(THE DATA begins)

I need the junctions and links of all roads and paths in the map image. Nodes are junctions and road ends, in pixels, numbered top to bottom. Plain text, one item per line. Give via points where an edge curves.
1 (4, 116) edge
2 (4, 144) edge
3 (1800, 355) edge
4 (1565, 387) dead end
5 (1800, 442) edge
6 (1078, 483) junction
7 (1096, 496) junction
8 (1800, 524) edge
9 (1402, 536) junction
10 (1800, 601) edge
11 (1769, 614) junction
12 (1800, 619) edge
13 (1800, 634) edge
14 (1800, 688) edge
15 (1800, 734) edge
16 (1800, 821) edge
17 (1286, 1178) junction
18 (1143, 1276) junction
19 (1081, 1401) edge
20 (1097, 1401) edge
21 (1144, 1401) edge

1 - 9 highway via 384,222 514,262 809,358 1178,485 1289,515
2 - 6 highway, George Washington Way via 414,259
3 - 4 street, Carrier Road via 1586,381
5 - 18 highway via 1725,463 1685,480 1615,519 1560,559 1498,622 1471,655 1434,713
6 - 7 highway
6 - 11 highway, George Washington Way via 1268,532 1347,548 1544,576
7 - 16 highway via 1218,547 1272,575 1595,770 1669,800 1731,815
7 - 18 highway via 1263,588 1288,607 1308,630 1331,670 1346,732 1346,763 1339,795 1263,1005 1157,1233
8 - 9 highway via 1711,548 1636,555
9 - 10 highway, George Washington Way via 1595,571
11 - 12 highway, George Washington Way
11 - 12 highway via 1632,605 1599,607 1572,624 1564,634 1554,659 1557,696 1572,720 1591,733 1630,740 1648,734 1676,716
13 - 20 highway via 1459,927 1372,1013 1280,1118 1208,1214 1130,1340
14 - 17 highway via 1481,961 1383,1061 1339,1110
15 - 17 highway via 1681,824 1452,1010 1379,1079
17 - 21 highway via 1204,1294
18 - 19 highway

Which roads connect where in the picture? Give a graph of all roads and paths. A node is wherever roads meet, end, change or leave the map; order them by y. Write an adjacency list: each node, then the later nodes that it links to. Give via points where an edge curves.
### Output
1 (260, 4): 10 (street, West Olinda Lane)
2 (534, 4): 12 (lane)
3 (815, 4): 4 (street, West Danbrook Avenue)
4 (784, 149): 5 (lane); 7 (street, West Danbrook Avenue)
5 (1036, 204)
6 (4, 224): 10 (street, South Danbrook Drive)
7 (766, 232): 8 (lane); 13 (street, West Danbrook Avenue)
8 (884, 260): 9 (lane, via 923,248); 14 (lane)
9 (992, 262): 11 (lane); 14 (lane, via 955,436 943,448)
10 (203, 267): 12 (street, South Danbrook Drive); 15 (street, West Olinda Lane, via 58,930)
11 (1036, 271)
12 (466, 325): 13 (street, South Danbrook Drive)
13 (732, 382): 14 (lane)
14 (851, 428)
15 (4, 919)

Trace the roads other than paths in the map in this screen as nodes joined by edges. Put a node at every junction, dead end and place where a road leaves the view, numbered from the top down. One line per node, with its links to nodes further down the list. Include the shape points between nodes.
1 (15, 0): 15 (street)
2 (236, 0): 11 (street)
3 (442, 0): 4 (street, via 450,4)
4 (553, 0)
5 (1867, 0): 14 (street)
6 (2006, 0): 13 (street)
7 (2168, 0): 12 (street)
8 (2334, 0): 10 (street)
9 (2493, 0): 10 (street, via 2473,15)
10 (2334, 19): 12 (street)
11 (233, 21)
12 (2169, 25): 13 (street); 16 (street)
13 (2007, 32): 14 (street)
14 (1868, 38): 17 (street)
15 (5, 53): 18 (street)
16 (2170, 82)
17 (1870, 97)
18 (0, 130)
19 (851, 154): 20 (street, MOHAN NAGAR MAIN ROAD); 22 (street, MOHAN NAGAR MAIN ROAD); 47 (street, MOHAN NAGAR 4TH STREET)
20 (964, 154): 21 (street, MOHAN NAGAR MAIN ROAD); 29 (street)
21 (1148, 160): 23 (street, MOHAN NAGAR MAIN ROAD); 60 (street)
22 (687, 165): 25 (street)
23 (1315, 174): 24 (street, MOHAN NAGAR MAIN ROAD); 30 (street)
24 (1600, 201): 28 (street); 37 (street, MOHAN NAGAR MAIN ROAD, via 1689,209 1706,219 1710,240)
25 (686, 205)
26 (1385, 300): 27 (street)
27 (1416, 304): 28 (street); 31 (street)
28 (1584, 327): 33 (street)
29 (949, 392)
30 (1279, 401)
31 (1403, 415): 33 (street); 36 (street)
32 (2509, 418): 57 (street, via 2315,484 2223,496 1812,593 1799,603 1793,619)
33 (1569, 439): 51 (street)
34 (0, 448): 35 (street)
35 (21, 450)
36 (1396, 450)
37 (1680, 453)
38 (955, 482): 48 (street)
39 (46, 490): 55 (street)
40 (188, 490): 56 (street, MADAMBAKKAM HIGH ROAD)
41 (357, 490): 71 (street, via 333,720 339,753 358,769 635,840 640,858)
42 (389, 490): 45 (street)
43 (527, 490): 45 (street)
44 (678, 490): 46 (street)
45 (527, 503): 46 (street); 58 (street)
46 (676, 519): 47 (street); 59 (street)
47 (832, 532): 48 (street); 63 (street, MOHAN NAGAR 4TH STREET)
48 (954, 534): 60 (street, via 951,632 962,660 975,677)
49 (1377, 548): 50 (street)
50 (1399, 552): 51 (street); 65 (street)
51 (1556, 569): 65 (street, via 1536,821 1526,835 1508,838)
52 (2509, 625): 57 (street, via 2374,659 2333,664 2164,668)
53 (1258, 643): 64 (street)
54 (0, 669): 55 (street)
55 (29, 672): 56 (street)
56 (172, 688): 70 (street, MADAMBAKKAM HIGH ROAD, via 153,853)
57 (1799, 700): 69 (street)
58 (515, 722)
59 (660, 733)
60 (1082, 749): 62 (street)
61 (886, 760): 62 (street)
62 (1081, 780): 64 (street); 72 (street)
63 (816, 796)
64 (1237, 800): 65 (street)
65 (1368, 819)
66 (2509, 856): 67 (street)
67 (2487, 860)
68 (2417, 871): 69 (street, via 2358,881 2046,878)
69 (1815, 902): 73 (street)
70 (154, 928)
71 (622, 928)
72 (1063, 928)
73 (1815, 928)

(THE DATA ends)

The records above are to be given again in full, word for word.

I need the junctions and links of all roads and paths in the map image. Nodes are junctions and road ends, in pixels, numbered top to bottom. Plain text, one item per line. Give via points where an edge curves.
1 (4, 116) edge
2 (4, 144) edge
3 (1800, 355) edge
4 (1565, 387) dead end
5 (1800, 442) edge
6 (1078, 483) junction
7 (1096, 496) junction
8 (1800, 524) edge
9 (1402, 536) junction
10 (1800, 601) edge
11 (1769, 614) junction
12 (1800, 619) edge
13 (1800, 634) edge
14 (1800, 688) edge
15 (1800, 734) edge
16 (1800, 821) edge
17 (1286, 1178) junction
18 (1143, 1276) junction
19 (1081, 1401) edge
20 (1097, 1401) edge
21 (1144, 1401) edge

1 - 9 highway via 384,222 514,262 809,358 1178,485 1289,515
2 - 6 highway, George Washington Way via 414,259
3 - 4 street, Carrier Road via 1586,381
5 - 18 highway via 1725,463 1685,480 1615,519 1560,559 1498,622 1471,655 1434,713
6 - 7 highway
6 - 11 highway, George Washington Way via 1268,532 1347,548 1544,576
7 - 16 highway via 1218,547 1272,575 1595,770 1669,800 1731,815
7 - 18 highway via 1263,588 1288,607 1308,630 1331,670 1346,732 1346,763 1339,795 1263,1005 1157,1233
8 - 9 highway via 1711,548 1636,555
9 - 10 highway, George Washington Way via 1595,571
11 - 12 highway, George Washington Way
11 - 12 highway via 1632,605 1599,607 1572,624 1564,634 1554,659 1557,696 1572,720 1591,733 1630,740 1648,734 1676,716
13 - 20 highway via 1459,927 1372,1013 1280,1118 1208,1214 1130,1340
14 - 17 highway via 1481,961 1383,1061 1339,1110
15 - 17 highway via 1681,824 1452,1010 1379,1079
17 - 21 highway via 1204,1294
18 - 19 highway

Which roads connect where in the picture? Give a graph of all roads and paths. A node is wherever roads meet, end, change or leave the map; order them by y. Write an adjacency list: each node, then the later nodes that it links to. Give via points where an edge curves.
### Output
1 (260, 4): 10 (street, West Olinda Lane)
2 (534, 4): 12 (lane)
3 (815, 4): 4 (street, West Danbrook Avenue)
4 (784, 149): 5 (lane); 7 (street, West Danbrook Avenue)
5 (1036, 204)
6 (4, 224): 10 (street, South Danbrook Drive)
7 (766, 232): 8 (lane); 13 (street, West Danbrook Avenue)
8 (884, 260): 9 (lane, via 923,248); 14 (lane)
9 (992, 262): 11 (lane); 14 (lane, via 955,436 943,448)
10 (203, 267): 12 (street, South Danbrook Drive); 15 (street, West Olinda Lane, via 58,930)
11 (1036, 271)
12 (466, 325): 13 (street, South Danbrook Drive)
13 (732, 382): 14 (lane)
14 (851, 428)
15 (4, 919)

Trace the roads other than paths in the map in this screen as nodes joined by edges. Put a node at every junction, dead end and place where a road leaves the view, numbered from the top down. One line per node, with its links to nodes further down the list. Include the shape points between nodes.
1 (15, 0): 15 (street)
2 (236, 0): 11 (street)
3 (442, 0): 4 (street, via 450,4)
4 (553, 0)
5 (1867, 0): 14 (street)
6 (2006, 0): 13 (street)
7 (2168, 0): 12 (street)
8 (2334, 0): 10 (street)
9 (2493, 0): 10 (street, via 2473,15)
10 (2334, 19): 12 (street)
11 (233, 21)
12 (2169, 25): 13 (street); 16 (street)
13 (2007, 32): 14 (street)
14 (1868, 38): 17 (street)
15 (5, 53): 18 (street)
16 (2170, 82)
17 (1870, 97)
18 (0, 130)
19 (851, 154): 20 (street, MOHAN NAGAR MAIN ROAD); 22 (street, MOHAN NAGAR MAIN ROAD); 47 (street, MOHAN NAGAR 4TH STREET)
20 (964, 154): 21 (street, MOHAN NAGAR MAIN ROAD); 29 (street)
21 (1148, 160): 23 (street, MOHAN NAGAR MAIN ROAD); 60 (street)
22 (687, 165): 25 (street)
23 (1315, 174): 24 (street, MOHAN NAGAR MAIN ROAD); 30 (street)
24 (1600, 201): 28 (street); 37 (street, MOHAN NAGAR MAIN ROAD, via 1689,209 1706,219 1710,240)
25 (686, 205)
26 (1385, 300): 27 (street)
27 (1416, 304): 28 (street); 31 (street)
28 (1584, 327): 33 (street)
29 (949, 392)
30 (1279, 401)
31 (1403, 415): 33 (street); 36 (street)
32 (2509, 418): 57 (street, via 2315,484 2223,496 1812,593 1799,603 1793,619)
33 (1569, 439): 51 (street)
34 (0, 448): 35 (street)
35 (21, 450)
36 (1396, 450)
37 (1680, 453)
38 (955, 482): 48 (street)
39 (46, 490): 55 (street)
40 (188, 490): 56 (street, MADAMBAKKAM HIGH ROAD)
41 (357, 490): 71 (street, via 333,720 339,753 358,769 635,840 640,858)
42 (389, 490): 45 (street)
43 (527, 490): 45 (street)
44 (678, 490): 46 (street)
45 (527, 503): 46 (street); 58 (street)
46 (676, 519): 47 (street); 59 (street)
47 (832, 532): 48 (street); 63 (street, MOHAN NAGAR 4TH STREET)
48 (954, 534): 60 (street, via 951,632 962,660 975,677)
49 (1377, 548): 50 (street)
50 (1399, 552): 51 (street); 65 (street)
51 (1556, 569): 65 (street, via 1536,821 1526,835 1508,838)
52 (2509, 625): 57 (street, via 2374,659 2333,664 2164,668)
53 (1258, 643): 64 (street)
54 (0, 669): 55 (street)
55 (29, 672): 56 (street)
56 (172, 688): 70 (street, MADAMBAKKAM HIGH ROAD, via 153,853)
57 (1799, 700): 69 (street)
58 (515, 722)
59 (660, 733)
60 (1082, 749): 62 (street)
61 (886, 760): 62 (street)
62 (1081, 780): 64 (street); 72 (street)
63 (816, 796)
64 (1237, 800): 65 (street)
65 (1368, 819)
66 (2509, 856): 67 (street)
67 (2487, 860)
68 (2417, 871): 69 (street, via 2358,881 2046,878)
69 (1815, 902): 73 (street)
70 (154, 928)
71 (622, 928)
72 (1063, 928)
73 (1815, 928)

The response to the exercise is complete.